> What you have to do
Please return all lines in the listing holding the word "shadow".

***

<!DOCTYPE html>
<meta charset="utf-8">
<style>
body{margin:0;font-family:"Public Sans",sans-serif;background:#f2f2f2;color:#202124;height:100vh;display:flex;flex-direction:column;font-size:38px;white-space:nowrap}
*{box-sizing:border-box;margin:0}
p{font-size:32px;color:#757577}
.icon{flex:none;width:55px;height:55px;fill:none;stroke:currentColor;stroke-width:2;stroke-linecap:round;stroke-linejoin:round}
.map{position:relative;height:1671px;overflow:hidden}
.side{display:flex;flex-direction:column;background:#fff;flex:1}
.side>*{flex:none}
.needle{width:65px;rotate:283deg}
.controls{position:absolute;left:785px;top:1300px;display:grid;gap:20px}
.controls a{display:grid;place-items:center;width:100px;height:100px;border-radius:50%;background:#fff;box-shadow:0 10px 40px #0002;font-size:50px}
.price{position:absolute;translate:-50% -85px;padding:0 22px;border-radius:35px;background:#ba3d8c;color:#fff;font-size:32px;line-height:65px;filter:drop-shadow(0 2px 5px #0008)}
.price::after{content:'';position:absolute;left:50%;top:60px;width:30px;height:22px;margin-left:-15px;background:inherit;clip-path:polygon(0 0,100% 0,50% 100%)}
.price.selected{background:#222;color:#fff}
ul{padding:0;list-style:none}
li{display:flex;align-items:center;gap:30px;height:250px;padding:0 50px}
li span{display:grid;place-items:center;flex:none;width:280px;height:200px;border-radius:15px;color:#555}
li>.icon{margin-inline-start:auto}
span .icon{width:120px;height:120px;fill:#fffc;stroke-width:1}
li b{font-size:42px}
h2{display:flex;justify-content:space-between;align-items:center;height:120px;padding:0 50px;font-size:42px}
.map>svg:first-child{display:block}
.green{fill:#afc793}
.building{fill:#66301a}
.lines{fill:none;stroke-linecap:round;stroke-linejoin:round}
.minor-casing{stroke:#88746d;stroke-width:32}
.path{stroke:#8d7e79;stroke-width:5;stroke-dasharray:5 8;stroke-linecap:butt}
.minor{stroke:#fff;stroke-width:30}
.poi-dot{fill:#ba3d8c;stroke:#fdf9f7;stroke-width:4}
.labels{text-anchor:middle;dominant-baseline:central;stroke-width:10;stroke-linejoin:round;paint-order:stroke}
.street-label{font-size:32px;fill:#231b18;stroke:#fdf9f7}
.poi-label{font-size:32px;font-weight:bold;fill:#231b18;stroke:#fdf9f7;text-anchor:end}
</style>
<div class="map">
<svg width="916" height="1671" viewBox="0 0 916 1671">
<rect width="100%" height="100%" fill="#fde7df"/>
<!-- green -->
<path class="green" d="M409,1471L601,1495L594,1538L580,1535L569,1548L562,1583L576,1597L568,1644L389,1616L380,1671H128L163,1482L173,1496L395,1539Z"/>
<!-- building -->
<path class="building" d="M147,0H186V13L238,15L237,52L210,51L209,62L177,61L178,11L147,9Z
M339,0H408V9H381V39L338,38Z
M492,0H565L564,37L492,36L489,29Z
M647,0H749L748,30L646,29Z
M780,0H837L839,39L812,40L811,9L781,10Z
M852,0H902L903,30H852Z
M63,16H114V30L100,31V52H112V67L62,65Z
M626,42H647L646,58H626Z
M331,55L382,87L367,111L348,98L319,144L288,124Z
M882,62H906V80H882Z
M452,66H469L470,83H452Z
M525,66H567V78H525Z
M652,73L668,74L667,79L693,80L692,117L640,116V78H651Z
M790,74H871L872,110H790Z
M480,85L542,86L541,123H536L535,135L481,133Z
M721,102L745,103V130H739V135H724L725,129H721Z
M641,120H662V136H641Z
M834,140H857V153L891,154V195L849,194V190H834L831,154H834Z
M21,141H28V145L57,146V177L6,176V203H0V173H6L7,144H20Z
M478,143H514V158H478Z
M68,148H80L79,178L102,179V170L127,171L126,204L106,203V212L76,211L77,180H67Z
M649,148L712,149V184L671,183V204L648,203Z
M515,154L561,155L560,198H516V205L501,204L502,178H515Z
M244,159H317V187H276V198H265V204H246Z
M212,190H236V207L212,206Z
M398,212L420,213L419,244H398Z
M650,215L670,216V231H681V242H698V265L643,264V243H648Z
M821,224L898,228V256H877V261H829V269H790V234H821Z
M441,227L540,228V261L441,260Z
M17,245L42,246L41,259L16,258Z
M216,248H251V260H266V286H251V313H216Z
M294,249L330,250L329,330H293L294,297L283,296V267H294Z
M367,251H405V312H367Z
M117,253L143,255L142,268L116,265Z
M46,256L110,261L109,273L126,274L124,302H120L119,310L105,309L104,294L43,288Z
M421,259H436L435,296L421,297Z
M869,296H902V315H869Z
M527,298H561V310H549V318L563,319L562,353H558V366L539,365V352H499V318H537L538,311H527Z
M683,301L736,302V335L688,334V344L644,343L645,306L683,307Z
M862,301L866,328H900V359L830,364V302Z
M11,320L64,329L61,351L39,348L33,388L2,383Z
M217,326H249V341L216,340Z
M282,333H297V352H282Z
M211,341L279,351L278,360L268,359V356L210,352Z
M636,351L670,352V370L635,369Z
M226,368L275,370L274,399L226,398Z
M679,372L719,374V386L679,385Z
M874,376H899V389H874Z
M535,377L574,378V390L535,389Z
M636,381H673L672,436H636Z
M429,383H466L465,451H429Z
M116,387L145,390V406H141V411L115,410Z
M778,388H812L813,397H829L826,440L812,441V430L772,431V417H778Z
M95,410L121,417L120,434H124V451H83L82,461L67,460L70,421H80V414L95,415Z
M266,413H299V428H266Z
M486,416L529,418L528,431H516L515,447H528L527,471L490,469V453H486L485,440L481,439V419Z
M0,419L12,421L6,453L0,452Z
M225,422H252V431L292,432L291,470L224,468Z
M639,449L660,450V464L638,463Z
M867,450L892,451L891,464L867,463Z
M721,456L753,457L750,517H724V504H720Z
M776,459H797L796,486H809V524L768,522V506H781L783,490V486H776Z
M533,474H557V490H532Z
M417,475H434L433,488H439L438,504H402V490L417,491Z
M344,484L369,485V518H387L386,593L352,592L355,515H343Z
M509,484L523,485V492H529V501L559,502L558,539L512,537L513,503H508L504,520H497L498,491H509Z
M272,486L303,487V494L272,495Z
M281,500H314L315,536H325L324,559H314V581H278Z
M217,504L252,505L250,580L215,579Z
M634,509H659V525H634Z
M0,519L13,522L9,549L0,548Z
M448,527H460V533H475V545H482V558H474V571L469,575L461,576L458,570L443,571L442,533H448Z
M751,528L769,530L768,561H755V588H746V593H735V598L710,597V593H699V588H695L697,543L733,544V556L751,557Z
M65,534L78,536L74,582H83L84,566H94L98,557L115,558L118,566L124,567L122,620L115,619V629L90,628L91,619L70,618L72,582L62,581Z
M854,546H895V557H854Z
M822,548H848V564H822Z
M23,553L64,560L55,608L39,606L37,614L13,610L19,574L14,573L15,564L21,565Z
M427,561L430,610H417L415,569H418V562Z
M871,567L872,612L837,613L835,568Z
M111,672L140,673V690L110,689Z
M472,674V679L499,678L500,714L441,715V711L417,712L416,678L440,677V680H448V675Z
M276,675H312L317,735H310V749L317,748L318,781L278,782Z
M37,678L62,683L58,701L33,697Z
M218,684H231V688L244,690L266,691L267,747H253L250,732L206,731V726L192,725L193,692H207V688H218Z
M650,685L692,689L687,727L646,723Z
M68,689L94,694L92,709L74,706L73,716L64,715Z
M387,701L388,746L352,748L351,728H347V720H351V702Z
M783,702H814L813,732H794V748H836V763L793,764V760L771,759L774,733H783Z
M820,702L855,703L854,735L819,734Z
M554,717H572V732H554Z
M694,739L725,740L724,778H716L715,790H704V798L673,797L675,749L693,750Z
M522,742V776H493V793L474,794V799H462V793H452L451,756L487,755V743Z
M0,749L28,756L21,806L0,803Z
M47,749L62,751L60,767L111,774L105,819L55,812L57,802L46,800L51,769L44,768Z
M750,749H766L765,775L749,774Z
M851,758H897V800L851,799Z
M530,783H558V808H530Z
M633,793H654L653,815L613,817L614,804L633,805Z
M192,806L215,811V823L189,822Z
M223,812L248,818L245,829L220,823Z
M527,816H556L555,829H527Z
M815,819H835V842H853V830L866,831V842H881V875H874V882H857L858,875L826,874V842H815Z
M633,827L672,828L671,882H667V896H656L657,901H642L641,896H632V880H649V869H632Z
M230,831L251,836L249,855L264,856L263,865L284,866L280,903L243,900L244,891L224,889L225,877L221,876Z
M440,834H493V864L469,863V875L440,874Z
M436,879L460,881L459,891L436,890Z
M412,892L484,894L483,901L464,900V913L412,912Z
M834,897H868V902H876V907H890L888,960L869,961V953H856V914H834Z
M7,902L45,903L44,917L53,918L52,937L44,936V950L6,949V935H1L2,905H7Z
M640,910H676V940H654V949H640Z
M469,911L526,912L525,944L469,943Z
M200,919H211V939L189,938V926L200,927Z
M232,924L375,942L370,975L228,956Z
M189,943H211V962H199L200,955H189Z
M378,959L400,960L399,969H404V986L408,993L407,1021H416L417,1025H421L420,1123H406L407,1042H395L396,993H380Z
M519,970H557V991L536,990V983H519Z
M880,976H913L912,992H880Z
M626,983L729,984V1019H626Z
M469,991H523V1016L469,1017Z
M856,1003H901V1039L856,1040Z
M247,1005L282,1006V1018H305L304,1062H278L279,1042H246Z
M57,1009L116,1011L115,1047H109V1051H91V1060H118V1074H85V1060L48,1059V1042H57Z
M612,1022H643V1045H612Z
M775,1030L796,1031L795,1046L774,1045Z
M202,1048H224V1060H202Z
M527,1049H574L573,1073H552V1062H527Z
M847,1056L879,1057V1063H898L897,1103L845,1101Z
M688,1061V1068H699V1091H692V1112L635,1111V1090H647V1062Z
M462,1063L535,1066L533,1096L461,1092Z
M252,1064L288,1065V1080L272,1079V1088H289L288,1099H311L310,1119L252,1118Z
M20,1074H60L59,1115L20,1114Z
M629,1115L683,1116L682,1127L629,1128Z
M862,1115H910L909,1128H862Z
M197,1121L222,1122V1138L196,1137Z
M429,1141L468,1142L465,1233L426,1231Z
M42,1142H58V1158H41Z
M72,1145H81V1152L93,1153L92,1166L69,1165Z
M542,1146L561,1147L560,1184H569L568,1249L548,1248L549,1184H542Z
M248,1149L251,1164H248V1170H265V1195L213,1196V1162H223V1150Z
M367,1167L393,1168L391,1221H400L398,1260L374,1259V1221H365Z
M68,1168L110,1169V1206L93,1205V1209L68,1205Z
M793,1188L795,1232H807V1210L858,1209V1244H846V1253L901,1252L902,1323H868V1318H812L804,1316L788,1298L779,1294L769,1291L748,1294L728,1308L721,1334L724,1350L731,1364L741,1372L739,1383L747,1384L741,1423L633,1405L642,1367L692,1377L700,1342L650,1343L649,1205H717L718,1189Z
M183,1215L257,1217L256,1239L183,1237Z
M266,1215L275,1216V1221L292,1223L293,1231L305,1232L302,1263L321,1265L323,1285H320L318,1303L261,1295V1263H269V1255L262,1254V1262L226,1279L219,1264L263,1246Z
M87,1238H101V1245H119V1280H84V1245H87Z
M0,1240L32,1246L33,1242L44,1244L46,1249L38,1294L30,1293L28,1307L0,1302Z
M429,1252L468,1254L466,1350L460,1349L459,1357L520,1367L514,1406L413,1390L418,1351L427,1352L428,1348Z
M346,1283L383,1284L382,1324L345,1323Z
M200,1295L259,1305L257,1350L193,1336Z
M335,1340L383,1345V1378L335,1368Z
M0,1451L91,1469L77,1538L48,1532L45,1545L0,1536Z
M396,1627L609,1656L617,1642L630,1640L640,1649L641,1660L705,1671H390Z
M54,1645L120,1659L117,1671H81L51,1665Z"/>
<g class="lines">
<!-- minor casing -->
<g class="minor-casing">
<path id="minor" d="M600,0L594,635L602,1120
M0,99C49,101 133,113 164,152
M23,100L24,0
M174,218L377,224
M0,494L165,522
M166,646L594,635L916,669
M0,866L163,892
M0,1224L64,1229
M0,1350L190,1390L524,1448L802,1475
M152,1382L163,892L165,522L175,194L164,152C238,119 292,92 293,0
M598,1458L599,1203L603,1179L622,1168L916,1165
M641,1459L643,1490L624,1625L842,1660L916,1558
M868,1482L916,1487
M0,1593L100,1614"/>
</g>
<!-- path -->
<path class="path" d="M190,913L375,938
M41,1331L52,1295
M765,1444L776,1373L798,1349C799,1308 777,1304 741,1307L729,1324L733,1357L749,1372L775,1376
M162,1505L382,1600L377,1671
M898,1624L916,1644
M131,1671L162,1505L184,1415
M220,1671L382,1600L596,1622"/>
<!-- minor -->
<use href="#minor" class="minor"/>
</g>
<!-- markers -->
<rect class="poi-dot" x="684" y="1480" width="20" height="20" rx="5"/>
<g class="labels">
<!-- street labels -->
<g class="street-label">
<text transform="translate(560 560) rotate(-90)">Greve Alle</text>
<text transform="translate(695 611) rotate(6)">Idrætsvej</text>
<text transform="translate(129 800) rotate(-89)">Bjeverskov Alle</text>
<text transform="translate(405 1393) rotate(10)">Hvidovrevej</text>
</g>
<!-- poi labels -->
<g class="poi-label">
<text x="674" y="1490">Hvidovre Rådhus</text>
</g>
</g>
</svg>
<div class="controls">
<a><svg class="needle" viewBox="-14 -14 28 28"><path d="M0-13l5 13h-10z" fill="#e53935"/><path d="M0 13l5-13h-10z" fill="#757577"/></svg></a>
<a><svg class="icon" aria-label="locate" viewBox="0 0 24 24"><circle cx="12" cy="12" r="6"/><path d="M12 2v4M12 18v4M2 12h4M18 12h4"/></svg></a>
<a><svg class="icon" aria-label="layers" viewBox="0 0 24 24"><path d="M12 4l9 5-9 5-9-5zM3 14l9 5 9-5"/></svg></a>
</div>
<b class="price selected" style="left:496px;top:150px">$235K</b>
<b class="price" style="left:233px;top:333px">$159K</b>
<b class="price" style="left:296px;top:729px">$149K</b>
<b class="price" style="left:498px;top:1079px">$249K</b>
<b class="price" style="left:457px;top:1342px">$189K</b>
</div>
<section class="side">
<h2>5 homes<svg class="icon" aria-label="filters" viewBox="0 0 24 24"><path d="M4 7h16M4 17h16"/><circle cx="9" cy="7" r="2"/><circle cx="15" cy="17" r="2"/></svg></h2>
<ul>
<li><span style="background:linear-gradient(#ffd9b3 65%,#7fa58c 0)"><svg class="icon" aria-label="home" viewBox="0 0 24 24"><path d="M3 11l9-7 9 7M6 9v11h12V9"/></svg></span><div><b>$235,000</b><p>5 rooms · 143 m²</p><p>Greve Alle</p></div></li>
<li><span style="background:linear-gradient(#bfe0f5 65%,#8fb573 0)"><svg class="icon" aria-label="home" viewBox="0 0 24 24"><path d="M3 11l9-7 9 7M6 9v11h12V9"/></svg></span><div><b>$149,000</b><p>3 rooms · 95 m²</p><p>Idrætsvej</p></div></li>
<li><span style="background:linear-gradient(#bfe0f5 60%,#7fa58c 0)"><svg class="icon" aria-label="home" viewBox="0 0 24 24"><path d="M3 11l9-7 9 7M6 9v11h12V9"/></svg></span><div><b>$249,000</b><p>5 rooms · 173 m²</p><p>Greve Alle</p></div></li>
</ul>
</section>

***

> Result
.controls a{display:grid;place-items:center;width:100px;height:100px;border-radius:50%;background:#fff;box-shadow:0 10px 40px #0002;font-size:50px}
.price{position:absolute;translate:-50% -85px;padding:0 22px;border-radius:35px;background:#ba3d8c;color:#fff;font-size:32px;line-height:65px;filter:drop-shadow(0 2px 5px #0008)}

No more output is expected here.